__PROBLEM STATEMENT__
Find the word "them" in the records below. List each line containing it.

__DATA SUPPLIED__

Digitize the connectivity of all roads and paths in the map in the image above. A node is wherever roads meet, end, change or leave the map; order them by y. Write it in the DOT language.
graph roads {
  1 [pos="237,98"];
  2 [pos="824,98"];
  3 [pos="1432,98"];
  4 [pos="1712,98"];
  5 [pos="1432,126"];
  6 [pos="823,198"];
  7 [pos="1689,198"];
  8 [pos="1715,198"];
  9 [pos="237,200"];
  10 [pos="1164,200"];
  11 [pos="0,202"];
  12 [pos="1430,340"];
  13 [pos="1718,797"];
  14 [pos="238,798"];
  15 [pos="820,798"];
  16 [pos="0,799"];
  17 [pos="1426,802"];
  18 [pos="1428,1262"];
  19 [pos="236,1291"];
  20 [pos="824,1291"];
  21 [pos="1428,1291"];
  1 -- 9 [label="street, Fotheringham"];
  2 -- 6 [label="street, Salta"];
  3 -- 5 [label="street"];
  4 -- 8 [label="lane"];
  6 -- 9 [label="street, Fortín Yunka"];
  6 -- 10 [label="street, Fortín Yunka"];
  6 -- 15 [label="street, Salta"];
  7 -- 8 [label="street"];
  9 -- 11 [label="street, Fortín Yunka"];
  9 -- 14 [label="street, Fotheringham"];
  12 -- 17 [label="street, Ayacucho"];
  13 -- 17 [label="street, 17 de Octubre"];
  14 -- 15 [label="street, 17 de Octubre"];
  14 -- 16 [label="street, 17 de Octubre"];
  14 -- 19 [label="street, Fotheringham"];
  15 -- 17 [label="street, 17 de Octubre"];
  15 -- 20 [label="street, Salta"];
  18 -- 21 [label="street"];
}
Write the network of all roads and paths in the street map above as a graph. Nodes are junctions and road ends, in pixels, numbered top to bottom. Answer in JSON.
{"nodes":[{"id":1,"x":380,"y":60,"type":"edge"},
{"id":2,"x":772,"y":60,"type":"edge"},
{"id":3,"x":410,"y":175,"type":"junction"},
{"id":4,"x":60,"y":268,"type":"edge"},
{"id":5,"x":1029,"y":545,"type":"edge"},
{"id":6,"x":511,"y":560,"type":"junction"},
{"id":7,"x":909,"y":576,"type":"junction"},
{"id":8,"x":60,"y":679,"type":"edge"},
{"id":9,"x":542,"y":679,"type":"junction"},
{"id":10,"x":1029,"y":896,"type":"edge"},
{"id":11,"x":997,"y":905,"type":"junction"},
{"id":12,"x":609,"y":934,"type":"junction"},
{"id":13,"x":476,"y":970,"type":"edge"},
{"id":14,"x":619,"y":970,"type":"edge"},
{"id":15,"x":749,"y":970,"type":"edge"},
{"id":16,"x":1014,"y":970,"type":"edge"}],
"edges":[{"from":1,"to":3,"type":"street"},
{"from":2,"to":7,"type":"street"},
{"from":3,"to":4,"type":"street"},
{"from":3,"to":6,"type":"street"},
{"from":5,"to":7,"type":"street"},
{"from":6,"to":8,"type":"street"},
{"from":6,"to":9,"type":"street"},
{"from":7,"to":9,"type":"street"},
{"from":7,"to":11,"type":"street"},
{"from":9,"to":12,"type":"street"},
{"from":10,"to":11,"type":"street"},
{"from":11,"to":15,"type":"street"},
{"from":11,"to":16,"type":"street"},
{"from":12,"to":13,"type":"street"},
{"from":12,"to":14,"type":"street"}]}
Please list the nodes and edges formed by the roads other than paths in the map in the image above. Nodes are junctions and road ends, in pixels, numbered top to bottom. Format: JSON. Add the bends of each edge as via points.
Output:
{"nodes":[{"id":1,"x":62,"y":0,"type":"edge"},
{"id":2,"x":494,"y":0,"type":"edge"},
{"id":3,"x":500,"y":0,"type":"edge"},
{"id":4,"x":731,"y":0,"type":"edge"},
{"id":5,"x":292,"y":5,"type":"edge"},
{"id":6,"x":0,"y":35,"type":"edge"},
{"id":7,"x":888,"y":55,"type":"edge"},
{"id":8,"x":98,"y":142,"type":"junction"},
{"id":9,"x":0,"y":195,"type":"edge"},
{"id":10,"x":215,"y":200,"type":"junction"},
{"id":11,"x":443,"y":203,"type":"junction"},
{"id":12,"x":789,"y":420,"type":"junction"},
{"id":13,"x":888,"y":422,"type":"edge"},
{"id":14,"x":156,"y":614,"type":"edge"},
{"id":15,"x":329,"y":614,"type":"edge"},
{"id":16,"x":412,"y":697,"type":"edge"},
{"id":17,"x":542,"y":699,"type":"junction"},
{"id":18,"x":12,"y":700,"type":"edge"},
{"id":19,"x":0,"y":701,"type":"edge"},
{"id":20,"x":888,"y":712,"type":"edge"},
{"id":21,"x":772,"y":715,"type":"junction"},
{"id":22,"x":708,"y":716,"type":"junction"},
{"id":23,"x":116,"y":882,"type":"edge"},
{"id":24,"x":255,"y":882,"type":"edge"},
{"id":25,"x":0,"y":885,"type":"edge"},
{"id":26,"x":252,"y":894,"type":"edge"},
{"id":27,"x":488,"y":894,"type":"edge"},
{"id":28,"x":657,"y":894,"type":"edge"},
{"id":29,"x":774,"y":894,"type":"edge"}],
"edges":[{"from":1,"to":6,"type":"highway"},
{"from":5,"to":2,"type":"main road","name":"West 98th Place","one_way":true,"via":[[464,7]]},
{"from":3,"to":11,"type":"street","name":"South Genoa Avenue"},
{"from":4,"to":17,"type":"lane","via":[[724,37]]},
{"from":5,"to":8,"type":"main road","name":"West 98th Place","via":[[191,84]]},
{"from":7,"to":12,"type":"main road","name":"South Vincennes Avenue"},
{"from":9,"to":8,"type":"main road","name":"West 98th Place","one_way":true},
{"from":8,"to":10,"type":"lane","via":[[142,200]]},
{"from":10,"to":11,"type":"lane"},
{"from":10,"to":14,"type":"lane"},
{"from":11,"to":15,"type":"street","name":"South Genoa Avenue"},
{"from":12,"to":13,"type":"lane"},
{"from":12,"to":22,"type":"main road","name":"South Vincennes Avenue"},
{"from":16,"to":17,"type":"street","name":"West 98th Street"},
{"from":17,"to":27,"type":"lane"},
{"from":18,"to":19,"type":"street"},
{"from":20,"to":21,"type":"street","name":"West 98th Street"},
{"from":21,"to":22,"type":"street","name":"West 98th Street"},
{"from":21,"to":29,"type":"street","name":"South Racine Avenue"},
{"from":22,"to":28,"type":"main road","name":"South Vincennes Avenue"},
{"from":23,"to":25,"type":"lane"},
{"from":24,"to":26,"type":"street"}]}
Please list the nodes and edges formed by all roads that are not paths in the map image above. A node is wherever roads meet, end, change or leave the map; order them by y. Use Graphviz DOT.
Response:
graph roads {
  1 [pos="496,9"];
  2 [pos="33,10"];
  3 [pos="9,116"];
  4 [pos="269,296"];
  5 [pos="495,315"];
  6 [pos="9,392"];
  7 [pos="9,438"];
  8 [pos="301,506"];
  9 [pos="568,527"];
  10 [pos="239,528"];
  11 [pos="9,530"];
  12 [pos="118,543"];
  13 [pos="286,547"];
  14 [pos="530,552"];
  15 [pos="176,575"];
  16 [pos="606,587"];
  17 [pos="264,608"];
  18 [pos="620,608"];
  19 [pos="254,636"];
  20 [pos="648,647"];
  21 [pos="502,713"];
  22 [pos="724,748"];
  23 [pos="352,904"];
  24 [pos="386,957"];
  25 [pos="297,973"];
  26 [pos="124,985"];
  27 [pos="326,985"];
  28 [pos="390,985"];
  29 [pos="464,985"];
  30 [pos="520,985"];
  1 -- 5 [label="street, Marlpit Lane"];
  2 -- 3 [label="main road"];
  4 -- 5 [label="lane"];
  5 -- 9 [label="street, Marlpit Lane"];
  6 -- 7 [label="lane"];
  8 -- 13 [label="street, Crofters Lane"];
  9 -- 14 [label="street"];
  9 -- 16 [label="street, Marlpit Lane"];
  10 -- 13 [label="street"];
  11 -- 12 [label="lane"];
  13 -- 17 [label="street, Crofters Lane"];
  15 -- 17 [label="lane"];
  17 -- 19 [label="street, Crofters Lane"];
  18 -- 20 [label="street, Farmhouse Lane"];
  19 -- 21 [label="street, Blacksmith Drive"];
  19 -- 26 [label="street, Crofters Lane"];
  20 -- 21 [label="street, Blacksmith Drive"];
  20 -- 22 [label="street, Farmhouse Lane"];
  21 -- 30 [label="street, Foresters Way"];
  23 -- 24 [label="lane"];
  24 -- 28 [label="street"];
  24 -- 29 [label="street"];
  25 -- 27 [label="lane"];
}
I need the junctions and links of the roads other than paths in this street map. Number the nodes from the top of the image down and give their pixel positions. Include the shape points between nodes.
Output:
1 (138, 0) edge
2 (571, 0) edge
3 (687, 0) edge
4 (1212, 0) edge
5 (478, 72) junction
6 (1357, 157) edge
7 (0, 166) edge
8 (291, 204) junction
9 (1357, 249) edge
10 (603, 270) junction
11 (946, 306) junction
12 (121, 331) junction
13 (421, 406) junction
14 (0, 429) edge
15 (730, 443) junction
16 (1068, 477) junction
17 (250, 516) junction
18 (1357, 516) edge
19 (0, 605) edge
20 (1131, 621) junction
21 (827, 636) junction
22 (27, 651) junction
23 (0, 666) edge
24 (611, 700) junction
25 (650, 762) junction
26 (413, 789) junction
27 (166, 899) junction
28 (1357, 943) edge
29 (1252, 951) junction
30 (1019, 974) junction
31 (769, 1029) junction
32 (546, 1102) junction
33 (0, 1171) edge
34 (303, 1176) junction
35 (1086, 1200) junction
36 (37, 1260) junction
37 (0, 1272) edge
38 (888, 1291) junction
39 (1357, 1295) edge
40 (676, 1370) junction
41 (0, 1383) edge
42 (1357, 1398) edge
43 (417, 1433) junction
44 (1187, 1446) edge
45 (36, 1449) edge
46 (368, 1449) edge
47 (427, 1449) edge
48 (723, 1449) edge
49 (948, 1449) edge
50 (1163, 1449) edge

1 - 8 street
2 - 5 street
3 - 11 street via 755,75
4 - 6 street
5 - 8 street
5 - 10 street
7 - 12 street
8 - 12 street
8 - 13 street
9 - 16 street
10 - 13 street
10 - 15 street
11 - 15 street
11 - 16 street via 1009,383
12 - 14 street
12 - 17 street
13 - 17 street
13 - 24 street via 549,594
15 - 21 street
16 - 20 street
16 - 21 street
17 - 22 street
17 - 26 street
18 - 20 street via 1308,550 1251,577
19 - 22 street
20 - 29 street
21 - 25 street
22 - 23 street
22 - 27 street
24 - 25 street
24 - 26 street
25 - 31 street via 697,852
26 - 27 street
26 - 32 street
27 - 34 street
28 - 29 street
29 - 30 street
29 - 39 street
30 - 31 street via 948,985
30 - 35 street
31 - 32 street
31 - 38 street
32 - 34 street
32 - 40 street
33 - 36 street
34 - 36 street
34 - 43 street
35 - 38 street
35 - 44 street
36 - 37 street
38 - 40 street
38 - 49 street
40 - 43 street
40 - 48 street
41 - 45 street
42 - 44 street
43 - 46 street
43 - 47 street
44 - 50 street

__RESULT BELOW__
Digitize the connectivity of all roads and paths in the map in the image above. A node is wherever roads meet, end, change or leave the map; order them by y. Write it in the DOT language.
Please list the nodes and edges formed by all roads that are not paths in the map image above. A node is wherever roads meet, end, change or leave the map; order them by y. Use Graphviz DOT.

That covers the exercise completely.